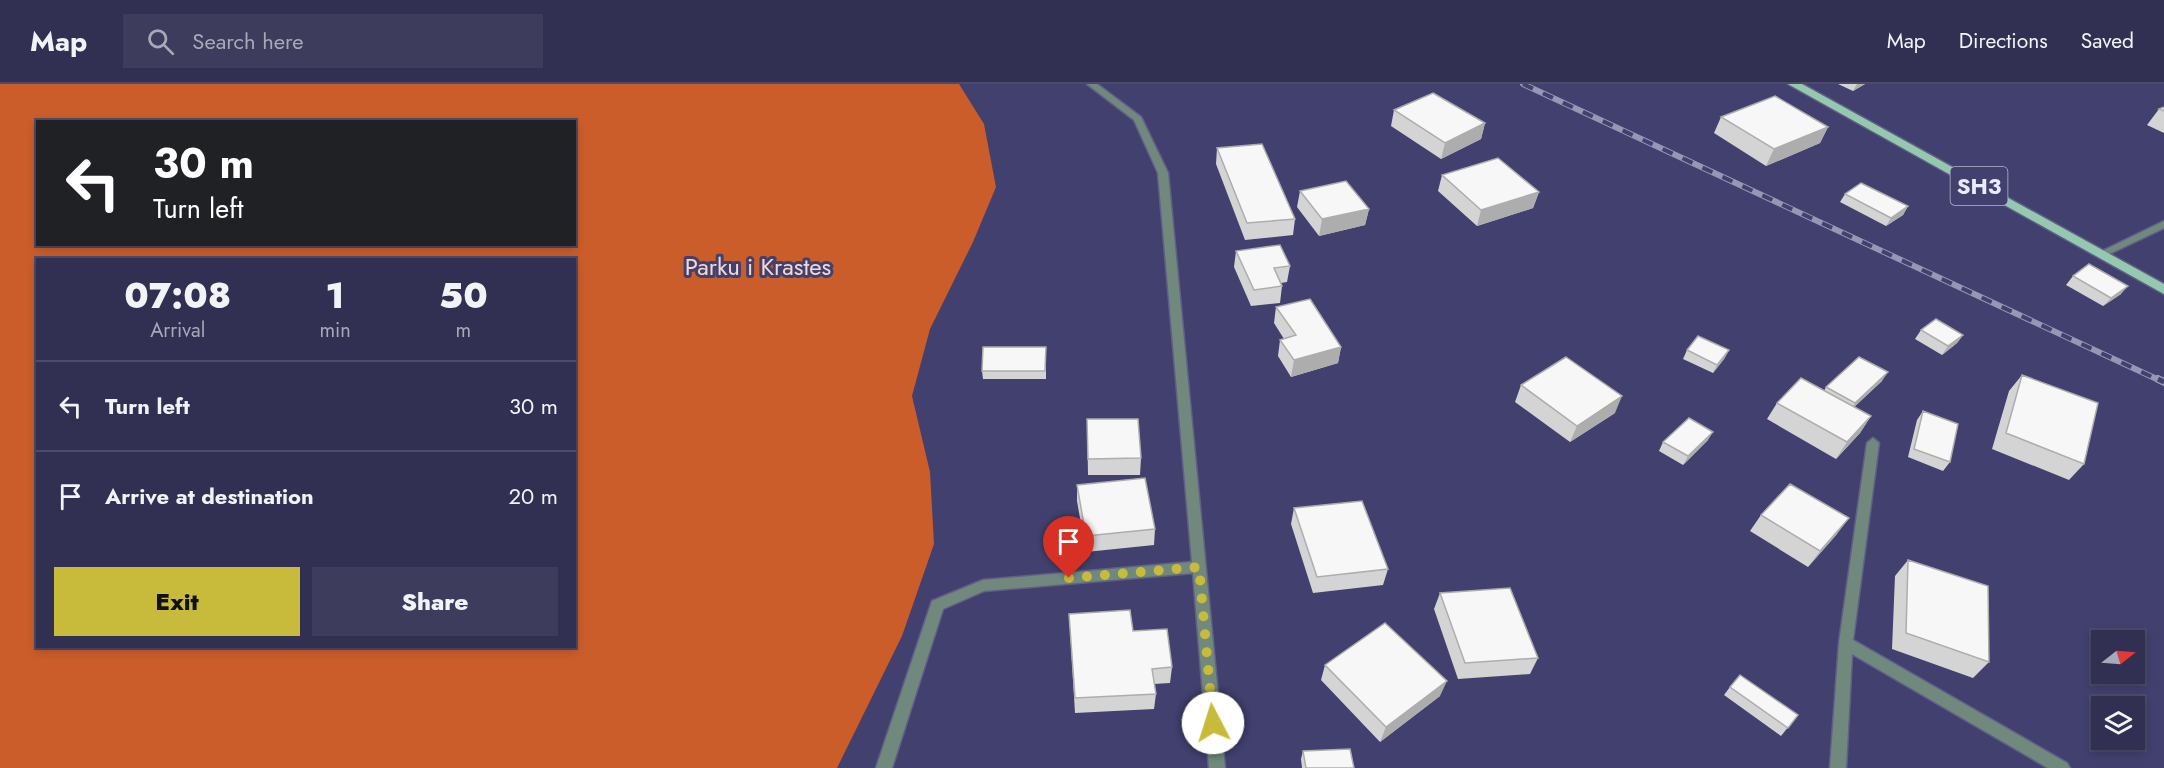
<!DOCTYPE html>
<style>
body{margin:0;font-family:Jost,sans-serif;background:#3d3c5c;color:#f1f3f6;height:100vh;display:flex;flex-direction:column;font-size:22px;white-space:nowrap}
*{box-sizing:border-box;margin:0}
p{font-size:20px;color:#a8a9b8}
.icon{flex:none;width:33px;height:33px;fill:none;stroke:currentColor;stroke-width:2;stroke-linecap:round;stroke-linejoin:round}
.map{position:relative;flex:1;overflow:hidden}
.panel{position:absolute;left:36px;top:174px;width:540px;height:390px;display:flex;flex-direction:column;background:#313052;border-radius:0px;box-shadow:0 3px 9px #0003,0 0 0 2px #4c4b69}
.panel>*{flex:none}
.banner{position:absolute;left:36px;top:36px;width:540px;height:126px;border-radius:0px;box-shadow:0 3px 9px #0003,0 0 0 2px #4c4b69;background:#202124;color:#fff;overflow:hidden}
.needle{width:39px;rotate:73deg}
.fabs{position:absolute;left:2091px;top:546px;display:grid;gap:12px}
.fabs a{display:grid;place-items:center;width:54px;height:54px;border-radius:0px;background:#313052;box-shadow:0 3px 9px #0003,0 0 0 2px #4c4b69;font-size:30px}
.pin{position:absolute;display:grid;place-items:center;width:51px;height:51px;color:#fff;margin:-62px -26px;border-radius:50% 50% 50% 0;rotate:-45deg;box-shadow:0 0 6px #0007}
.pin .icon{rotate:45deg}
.me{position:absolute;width:66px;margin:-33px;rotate:355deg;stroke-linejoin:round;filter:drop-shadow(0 0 4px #0008)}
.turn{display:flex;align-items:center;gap:21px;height:126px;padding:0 18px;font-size:27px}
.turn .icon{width:78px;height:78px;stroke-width:2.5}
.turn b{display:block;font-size:42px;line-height:51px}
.eta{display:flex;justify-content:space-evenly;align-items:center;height:102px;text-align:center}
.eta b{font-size:36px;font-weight:800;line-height:42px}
.button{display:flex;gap:12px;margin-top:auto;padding:12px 18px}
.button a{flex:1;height:69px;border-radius:0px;background:#c8bb3b;color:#111;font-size:24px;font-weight:800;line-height:69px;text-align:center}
.button a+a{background:#3d3c5c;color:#f1f3f6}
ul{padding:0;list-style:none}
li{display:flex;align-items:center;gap:18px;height:90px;padding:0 18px;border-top:2px solid #4c4b69}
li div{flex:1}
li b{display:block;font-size:22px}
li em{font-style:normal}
header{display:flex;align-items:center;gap:36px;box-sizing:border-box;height:84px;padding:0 30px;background:#313052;border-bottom:2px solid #4c4b69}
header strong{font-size:28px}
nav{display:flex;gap:33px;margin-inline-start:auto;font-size:21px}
.search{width:420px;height:54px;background:#3d3c5c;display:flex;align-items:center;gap:15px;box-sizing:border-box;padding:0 21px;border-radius:0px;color:#a8a9b8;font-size:22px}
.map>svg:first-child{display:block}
</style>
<header>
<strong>Map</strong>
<div class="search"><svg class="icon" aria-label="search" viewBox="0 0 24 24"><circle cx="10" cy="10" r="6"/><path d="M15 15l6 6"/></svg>Search here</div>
<nav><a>Map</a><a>Directions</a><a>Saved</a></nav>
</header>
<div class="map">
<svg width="2164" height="684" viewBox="0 0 2164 684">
<rect width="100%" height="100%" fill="#41406e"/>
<!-- forest -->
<path fill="#ca5d2a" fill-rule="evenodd" d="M 0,0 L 959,0 L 984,40 L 996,103 L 973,158 L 930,245 L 912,312 L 930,388 L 934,460 L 902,552 L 837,684 L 0,684 ZM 38,38 L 574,38 L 574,160 L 38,160 ZM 38,176 L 574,176 L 574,562 L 38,562 Z"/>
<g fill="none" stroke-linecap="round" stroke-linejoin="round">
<!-- service casing -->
<g stroke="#5f5f88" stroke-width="3">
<path id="service" d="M 1087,0 L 1097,0 L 1141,33 L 1168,89 L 1166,91 L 1163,92 L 1158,89 L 1134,36 Z"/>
</g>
<!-- minor casing -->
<g stroke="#5f5f88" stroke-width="3">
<path id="minor" d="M 1163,86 L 1168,89 L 1225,684 L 1209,684 L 1193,489 L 984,507 L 943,525 L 892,684 L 876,684 L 932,517 L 983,496 L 1192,478 L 1158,89 Z
M 2164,137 L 2164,144 L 2105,172 L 2097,172 L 2096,170 Z
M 1873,354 L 1879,359 L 1853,556 L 2067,679 L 2070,684 L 2048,684 L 1852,570 L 1846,684 L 1830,684 L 1839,559 L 1867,359 Z"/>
</g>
<!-- primary casing -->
<g stroke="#5f5f88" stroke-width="3">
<path id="primary" d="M 1788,0 L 1802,0 L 2164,200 L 2164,210 Z"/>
</g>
<!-- service -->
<use href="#service" fill="#70897c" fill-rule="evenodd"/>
<!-- minor -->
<use href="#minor" fill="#70897c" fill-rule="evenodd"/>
<!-- primary -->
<use href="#primary" fill="#95c9af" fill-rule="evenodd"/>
<!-- rail-far1 casing -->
<g stroke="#9696b5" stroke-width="6">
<path id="rail-far1" d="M 1523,0 L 2161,297"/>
</g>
<!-- rail casing -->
<g stroke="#9696b5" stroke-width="8">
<path id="rail" d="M 2158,295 L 2164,298"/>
</g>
<!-- rail-far1 -->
<use href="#rail-far1" stroke="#41406e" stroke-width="4" stroke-dasharray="11" stroke-linecap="butt"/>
<!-- rail -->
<use href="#rail" stroke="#41406e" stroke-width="5" stroke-dasharray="15" stroke-linecap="butt"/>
</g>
<!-- wall -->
<path fill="#d4d4d4" d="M 1838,0 L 1865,0 L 1853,7 Z
M 2164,23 L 2164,49 L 2147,41 L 2159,25 Z
M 1394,26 L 1485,39 L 1481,55 L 1441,75 L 1391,42 Z
M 1721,33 L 1828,43 L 1820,59 L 1766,82 L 1714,49 Z
M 1217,64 L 1295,135 L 1293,151 L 1245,156 L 1216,80 Z
M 1442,91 L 1539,108 L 1533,124 L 1477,142 L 1438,107 Z
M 1300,107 L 1369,125 L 1365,141 L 1319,152 L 1297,123 Z
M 1845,110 L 1908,122 L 1903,131 L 1886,142 L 1840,118 Z
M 1236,167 L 1290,182 L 1287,198 L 1281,199 L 1282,202 L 1280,219 L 1251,222 L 1234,183 Z
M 2073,192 L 2121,210 L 2103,222 L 2066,201 Z
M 1276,223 L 1341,263 L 1338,279 L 1291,293 L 1278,272 L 1280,256 L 1284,255 L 1274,239 Z
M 1921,246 L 1963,251 L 1957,259 L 1942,271 L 1915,255 Z
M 1046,263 L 1046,295 L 983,295 L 982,287 Z
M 1687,266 L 1729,266 L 1724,275 L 1713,289 L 1683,275 Z
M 2022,291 L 2084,380 L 2069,396 L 1992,365 L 2009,307 Z
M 1882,297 L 1854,323 L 1871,332 L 1860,349 L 1836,375 L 1767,335 L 1777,319 L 1824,307 L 1826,303 Z
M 1521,301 L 1615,329 L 1570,358 L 1515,318 Z
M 1923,327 L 1950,378 L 1943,387 L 1908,373 L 1917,336 Z
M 1087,335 L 1141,374 L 1140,391 L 1088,391 Z
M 1708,356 L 1683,381 L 1659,367 L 1663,358 Z
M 1077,401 L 1155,445 L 1154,461 L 1086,468 L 1077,417 Z
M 1294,424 L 1388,485 L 1383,501 L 1313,509 L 1291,440 Z
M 1761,431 L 1837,450 L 1808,483 L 1750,447 Z
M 1908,476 L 1989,578 L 1973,594 L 1892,565 L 1895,492 Z
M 1440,509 L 1538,574 L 1530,590 L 1458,595 L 1434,525 Z
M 1069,530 L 1133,547 L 1172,583 L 1170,599 L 1154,600 L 1156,610 L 1154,625 L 1075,629 Z
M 1325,581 L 1440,612 L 1380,658 L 1321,596 Z
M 1730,603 L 1798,631 L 1781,652 L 1724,611 Z
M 1303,667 L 1354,684 L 1302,684 L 1301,675 Z"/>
<!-- shaded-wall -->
<path fill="#adadad" d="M 1857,0 L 1865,0 L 1853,7 Z
M 1485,39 L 1481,55 L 1441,75 L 1445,59 Z
M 1828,43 L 1820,59 L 1766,82 L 1774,65 Z
M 1539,108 L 1533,124 L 1477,142 L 1481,126 Z
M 1908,122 L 1903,131 L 1886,142 L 1891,134 Z
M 1369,125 L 1365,141 L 1319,152 L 1322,135 Z
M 2128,202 L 2121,210 L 2103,222 L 2111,214 Z
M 1963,251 L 1957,259 L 1942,271 L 1948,262 Z
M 1341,263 L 1338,279 L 1291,293 L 1294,276 Z
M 1729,266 L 1724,275 L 1713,289 L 1717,281 Z
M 1888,288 L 1882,297 L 1849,328 L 1855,319 Z
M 1622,312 L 1615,329 L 1570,358 L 1577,342 Z
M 1871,332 L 1860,349 L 1836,375 L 1847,358 Z
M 1713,348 L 1708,356 L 1683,381 L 1688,372 Z
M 1849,434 L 1837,450 L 1808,483 L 1820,467 Z
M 1447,597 L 1440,612 L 1380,658 L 1386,643 Z"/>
<!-- building -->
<path fill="#f7f7f7" stroke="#adadad" stroke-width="1.5" d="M 1433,9 L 1485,39 L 1445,59 L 1394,26 Z
M 1775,12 L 1828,43 L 1774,65 L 1721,33 Z
M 2164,23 L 2164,27 L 2159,25 Z
M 1262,60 L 1295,135 L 1247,139 L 1217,64 Z
M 1498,74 L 1539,108 L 1481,126 L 1442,91 Z
M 1346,97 L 1369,125 L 1322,135 L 1300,107 Z
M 1861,99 L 1908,122 L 1891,134 L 1845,110 Z
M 1280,161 L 1290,182 L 1274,184 L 1282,202 L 1254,206 L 1236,167 Z
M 2089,180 L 2128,202 L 2111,214 L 2073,192 Z
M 1310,215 L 1341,263 L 1294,276 L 1280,256 L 1296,251 L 1276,223 Z
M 1936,235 L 1963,251 L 1948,262 L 1921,246 Z
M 1698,252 L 1729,266 L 1717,281 L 1687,266 Z
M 983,263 L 1046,263 L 1045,287 L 982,287 Z
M 1566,273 L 1622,312 L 1577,342 L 1521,301 Z
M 1859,273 L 1888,288 L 1855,319 L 1826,303 Z
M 2022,291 L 2098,319 L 2084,380 L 2006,349 Z
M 1801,294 L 1871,332 L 1847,358 L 1777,319 Z
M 1923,327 L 1958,340 L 1950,378 L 1914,365 Z
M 1689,334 L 1713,348 L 1688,372 L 1663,358 Z
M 1087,335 L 1138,335 L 1141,374 L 1088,375 Z
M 1145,394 L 1155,445 L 1086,452 L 1077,401 Z
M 1790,400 L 1849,434 L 1820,467 L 1761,431 Z
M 1362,417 L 1388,485 L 1317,493 L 1294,424 Z
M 1908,476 L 1988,502 L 1989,578 L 1906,549 Z
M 1510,504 L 1538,574 L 1465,579 L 1440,509 Z
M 1130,526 L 1133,547 L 1167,545 L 1172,583 L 1152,585 L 1156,610 L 1075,614 L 1069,530 Z
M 1385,539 L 1447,597 L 1386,643 L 1325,581 Z
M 1740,591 L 1798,631 L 1788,644 L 1730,603 Z
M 1350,665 L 1354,684 L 1306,684 L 1303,667 Z"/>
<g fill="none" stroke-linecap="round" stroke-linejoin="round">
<!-- route -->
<path stroke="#c8bb3b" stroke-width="10" stroke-dasharray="0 18" d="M 1069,494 L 1199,483 L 1213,639"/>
</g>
<g text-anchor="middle" stroke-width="6" stroke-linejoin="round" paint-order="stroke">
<!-- shield labels -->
<rect fill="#41406e" stroke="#b7b8d1" stroke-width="1.5" x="1950.5" y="83" width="57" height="38" rx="4.5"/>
<g font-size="22" font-weight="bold" fill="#eaebfc">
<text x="1979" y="110">SH3</text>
</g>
<!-- park labels -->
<g font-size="24" fill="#f6d9cd" stroke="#41406e">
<text x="758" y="191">Parku i Krastes</text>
</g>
</g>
</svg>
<div class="fabs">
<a><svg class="needle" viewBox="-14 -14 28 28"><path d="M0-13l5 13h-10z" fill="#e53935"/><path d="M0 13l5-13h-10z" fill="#a8a9b8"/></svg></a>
<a><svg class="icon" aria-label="layers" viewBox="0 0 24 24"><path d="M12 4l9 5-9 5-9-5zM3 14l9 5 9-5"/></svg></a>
</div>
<div class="pin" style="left:1069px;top:494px;background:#d93025"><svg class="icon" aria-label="arrive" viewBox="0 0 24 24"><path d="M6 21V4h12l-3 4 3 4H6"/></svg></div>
<svg class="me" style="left:1213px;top:639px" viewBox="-20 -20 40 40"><circle r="19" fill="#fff"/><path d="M0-13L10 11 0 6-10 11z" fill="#c8bb3b"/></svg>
<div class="banner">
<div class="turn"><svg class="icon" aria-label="left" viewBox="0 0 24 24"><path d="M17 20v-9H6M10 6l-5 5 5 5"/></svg><div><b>30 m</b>Turn left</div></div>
</div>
<section class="panel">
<div class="eta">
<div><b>07:08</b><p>Arrival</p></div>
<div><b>1</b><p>min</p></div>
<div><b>50</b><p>m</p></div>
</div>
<ul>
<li><svg class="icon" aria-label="left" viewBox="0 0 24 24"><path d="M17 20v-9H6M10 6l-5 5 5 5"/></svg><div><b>Turn left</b></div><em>30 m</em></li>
<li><svg class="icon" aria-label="arrive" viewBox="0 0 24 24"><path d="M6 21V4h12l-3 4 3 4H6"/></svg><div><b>Arrive at destination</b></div><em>20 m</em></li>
</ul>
<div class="button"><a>Exit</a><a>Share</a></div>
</section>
</div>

*Exercise description*. Reproduce word for word the material above, beginning with the line that contains "M 1280,161 L" and ending with the line that contains "<!-- route -->".

*Solution to the problem*.
M 1280,161 L 1290,182 L 1274,184 L 1282,202 L 1254,206 L 1236,167 Z
M 2089,180 L 2128,202 L 2111,214 L 2073,192 Z
M 1310,215 L 1341,263 L 1294,276 L 1280,256 L 1296,251 L 1276,223 Z
M 1936,235 L 1963,251 L 1948,262 L 1921,246 Z
M 1698,252 L 1729,266 L 1717,281 L 1687,266 Z
M 983,263 L 1046,263 L 1045,287 L 982,287 Z
M 1566,273 L 1622,312 L 1577,342 L 1521,301 Z
M 1859,273 L 1888,288 L 1855,319 L 1826,303 Z
M 2022,291 L 2098,319 L 2084,380 L 2006,349 Z
M 1801,294 L 1871,332 L 1847,358 L 1777,319 Z
M 1923,327 L 1958,340 L 1950,378 L 1914,365 Z
M 1689,334 L 1713,348 L 1688,372 L 1663,358 Z
M 1087,335 L 1138,335 L 1141,374 L 1088,375 Z
M 1145,394 L 1155,445 L 1086,452 L 1077,401 Z
M 1790,400 L 1849,434 L 1820,467 L 1761,431 Z
M 1362,417 L 1388,485 L 1317,493 L 1294,424 Z
M 1908,476 L 1988,502 L 1989,578 L 1906,549 Z
M 1510,504 L 1538,574 L 1465,579 L 1440,509 Z
M 1130,526 L 1133,547 L 1167,545 L 1172,583 L 1152,585 L 1156,610 L 1075,614 L 1069,530 Z
M 1385,539 L 1447,597 L 1386,643 L 1325,581 Z
M 1740,591 L 1798,631 L 1788,644 L 1730,603 Z
M 1350,665 L 1354,684 L 1306,684 L 1303,667 Z"/>
<g fill="none" stroke-linecap="round" stroke-linejoin="round">
<!-- route -->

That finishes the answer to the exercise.